In October 2010, Tryon Palace opened the North Carolina History Center, a 60000 sqft facility on six acres. It features interactive technology and living history programs. The new building contains two major museums – the Pepsi Family Center and the Regional History Museum, a museum store, two orientation rooms and a larger programming space usable as classrooms, a 200-seat state-of-the-art performing arts hall, a waterfront café, and program and administrative space.

Visitors enter the Pepsi Family Center via a virtual time machine that takes them to the year 1835 in Craven County. Here, historic roles can be adopted that allow for a number of hands-on activities. The Center provides an intergenerational, interactive learning adventure for parents and children working as teams: sailing a ship, distilling turpentine and producing naval stores, piecing an electronic quilt, and helping the shopkeeper find merchandise for customers in the dry goods store.

The Regional History Museum has been transformed from a conventional artifact-based museum to one that incorporates layered contextual graphics, multimedia and visitor interactivity.
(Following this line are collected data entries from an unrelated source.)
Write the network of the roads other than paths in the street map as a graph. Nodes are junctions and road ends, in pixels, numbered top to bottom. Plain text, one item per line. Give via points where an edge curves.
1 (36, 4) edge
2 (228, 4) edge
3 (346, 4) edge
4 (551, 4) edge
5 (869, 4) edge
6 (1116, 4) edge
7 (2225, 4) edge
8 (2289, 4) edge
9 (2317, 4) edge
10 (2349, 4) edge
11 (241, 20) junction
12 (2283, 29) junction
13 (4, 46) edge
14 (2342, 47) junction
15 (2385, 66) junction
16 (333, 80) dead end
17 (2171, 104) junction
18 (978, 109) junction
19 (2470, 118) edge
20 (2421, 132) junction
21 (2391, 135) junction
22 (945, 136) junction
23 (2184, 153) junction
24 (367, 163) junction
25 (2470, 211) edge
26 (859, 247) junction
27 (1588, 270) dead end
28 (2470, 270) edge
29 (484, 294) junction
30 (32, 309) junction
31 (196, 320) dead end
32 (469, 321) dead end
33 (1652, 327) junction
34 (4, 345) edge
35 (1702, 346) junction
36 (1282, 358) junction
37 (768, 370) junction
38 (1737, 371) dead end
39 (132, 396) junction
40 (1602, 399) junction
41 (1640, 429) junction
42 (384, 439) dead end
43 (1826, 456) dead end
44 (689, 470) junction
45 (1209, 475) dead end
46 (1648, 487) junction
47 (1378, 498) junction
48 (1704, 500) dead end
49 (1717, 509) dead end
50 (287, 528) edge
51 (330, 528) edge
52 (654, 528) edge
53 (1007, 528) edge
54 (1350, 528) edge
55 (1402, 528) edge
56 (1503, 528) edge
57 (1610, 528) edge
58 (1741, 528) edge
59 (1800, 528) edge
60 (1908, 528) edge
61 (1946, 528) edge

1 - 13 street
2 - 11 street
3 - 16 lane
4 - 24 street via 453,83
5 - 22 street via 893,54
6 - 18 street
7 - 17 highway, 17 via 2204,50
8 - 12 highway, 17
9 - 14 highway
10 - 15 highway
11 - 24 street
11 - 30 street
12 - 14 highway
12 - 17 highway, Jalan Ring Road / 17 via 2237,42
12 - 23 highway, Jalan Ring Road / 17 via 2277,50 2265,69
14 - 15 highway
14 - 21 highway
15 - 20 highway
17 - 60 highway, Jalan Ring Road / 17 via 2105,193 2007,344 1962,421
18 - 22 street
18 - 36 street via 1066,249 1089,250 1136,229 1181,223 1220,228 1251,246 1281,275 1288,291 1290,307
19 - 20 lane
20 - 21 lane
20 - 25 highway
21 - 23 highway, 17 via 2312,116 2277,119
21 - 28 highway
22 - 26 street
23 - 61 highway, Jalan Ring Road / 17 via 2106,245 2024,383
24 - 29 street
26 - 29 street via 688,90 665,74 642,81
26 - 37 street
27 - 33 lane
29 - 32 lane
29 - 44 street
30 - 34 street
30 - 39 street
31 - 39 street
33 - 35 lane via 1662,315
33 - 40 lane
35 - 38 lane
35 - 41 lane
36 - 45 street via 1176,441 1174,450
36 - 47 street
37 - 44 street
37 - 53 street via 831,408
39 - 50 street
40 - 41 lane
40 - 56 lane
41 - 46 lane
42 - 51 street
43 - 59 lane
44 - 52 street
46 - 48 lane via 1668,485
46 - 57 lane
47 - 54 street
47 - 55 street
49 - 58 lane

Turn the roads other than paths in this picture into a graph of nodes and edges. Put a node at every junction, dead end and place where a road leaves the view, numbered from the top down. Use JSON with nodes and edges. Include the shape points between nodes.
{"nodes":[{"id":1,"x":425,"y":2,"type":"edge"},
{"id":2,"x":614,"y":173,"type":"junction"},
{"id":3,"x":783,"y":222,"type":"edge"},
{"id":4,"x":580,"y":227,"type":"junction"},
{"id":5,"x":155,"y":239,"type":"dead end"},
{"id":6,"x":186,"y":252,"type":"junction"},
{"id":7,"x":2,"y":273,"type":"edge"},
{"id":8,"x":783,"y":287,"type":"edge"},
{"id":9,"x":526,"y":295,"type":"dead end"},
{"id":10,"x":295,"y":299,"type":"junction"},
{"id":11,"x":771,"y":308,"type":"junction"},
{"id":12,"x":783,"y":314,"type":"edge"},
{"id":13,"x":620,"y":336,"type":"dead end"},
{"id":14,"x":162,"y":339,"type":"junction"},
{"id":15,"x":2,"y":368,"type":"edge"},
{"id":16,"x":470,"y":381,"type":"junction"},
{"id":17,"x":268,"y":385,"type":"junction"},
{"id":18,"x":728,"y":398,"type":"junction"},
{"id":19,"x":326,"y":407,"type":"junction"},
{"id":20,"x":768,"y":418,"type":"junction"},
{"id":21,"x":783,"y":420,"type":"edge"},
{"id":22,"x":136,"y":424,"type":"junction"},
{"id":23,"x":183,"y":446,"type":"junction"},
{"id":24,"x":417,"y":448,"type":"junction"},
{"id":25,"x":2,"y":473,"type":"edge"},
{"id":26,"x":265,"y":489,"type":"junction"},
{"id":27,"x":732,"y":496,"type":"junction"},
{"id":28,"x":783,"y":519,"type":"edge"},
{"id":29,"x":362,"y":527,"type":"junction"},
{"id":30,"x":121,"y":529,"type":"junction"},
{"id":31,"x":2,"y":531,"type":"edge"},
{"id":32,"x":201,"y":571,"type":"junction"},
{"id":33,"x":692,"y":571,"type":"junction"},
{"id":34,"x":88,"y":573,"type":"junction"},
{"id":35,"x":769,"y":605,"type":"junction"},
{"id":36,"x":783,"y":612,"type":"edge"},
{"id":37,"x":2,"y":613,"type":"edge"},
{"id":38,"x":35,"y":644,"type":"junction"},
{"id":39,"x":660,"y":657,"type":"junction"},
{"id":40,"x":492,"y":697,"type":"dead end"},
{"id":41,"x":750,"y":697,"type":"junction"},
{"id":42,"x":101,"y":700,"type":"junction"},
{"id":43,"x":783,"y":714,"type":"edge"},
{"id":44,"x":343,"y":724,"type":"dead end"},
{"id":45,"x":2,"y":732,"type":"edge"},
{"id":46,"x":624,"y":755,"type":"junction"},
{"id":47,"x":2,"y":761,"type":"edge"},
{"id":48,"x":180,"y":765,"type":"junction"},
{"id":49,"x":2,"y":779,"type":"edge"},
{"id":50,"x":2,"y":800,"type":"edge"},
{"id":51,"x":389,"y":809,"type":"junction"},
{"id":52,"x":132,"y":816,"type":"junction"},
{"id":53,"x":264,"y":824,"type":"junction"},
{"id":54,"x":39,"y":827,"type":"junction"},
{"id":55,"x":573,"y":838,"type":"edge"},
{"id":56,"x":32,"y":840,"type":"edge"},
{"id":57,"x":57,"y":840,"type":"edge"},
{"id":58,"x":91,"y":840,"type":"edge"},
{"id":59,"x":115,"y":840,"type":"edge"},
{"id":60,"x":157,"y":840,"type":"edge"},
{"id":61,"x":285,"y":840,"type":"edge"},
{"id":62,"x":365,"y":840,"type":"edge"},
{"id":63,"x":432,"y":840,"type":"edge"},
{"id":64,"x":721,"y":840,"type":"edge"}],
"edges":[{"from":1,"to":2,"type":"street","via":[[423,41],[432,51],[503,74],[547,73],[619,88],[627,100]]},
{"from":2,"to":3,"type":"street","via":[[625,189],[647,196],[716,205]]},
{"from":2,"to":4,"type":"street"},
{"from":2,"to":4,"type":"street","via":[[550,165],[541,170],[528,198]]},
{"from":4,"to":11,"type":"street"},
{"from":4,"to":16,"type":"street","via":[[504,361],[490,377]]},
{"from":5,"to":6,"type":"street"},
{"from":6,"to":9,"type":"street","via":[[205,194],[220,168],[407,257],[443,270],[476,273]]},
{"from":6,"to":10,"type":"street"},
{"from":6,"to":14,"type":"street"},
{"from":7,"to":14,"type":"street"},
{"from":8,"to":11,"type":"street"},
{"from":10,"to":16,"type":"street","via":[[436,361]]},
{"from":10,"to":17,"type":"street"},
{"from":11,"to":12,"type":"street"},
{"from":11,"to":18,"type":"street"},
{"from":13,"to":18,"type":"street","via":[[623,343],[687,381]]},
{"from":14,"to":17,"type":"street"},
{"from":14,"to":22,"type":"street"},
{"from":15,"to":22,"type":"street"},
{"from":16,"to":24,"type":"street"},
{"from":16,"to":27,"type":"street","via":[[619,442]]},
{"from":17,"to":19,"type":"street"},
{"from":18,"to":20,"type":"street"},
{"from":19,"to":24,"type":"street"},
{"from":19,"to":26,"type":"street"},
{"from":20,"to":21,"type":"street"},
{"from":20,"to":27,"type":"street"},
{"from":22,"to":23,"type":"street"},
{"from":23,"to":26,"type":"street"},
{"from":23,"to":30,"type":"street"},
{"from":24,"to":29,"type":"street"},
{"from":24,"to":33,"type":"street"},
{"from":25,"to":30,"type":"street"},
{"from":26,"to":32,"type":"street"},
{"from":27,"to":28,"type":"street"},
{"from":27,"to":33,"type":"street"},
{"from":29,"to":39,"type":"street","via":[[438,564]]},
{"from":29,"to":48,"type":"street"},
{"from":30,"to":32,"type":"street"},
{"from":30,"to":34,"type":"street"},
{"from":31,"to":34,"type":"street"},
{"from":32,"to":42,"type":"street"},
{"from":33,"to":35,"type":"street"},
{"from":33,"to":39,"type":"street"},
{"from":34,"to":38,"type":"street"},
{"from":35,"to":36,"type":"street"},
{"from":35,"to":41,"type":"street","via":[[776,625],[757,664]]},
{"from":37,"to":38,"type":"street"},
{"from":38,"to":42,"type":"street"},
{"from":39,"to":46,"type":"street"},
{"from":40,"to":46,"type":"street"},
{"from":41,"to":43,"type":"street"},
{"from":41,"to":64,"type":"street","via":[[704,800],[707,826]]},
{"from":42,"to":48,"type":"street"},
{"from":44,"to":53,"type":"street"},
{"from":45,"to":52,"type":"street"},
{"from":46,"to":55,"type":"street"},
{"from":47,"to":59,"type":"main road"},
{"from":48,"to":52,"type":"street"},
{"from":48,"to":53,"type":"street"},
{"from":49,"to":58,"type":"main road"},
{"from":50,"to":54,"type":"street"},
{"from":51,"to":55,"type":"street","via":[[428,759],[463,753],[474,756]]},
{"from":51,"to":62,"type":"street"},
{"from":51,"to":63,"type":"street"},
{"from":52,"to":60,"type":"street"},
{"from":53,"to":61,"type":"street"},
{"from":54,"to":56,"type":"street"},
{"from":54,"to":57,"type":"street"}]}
It takes the visitor on an exploration of the interrelationships of the central coastal area of North Carolina with the world, teaching how local events influenced, or were influenced by, state, national and international events.

The North Carolina History Center is housed in a 60000 sqft building on a six-acre site on the Trent River adjacent to the Governor's Palace (west side) and downtown New Bern (east side). The site is a former industrial or Brownfield land site. It was classified as a Superfund property and a major contaminant of the Neuse River basin. Administration of remediation was handled under the North Carolina Superfund, part of the North Carolina Department of Environment and Natural Resources (DENR).

This is a green-designed project including the construction of wetlands that filter storm-water run-off from a 50-acre area of the New Bern Historic District. The run-off is captured in a large underground cistern that recycles the water for irrigation and replenishment of the wetlands. The parking area also has a permeable surface allowing for absorption of run-off. The building is constructed of recycled materials. A commissioning agent has insured the operational efficiency of all mechanical and electrical equipment. And, the North Carolina History Center is planned for LEED certification at the silver level (Leadership in Environmental and Energy Design).

The landscape features outdoor exhibits to encourage visitors to explore the natural history of the central coast as well as the story of naturalist and explorer John Lawson, who lived in eastern North Carolina in 1710. Knowledge of the settlers’ 18th-century land use educates visitors about environmental best practices in the 21st century.

==In popular culture==
- Three episodes of the FOX TV series Sleepy Hollow were filmed on the palace grounds.
- Tryon Palace staff and buildings provided the backdrop for early 1800s life depicted in the Mystery Mardi Gras Shipwreck documentary.
- The Outlander television series has scenes that take place in Tryon Palace.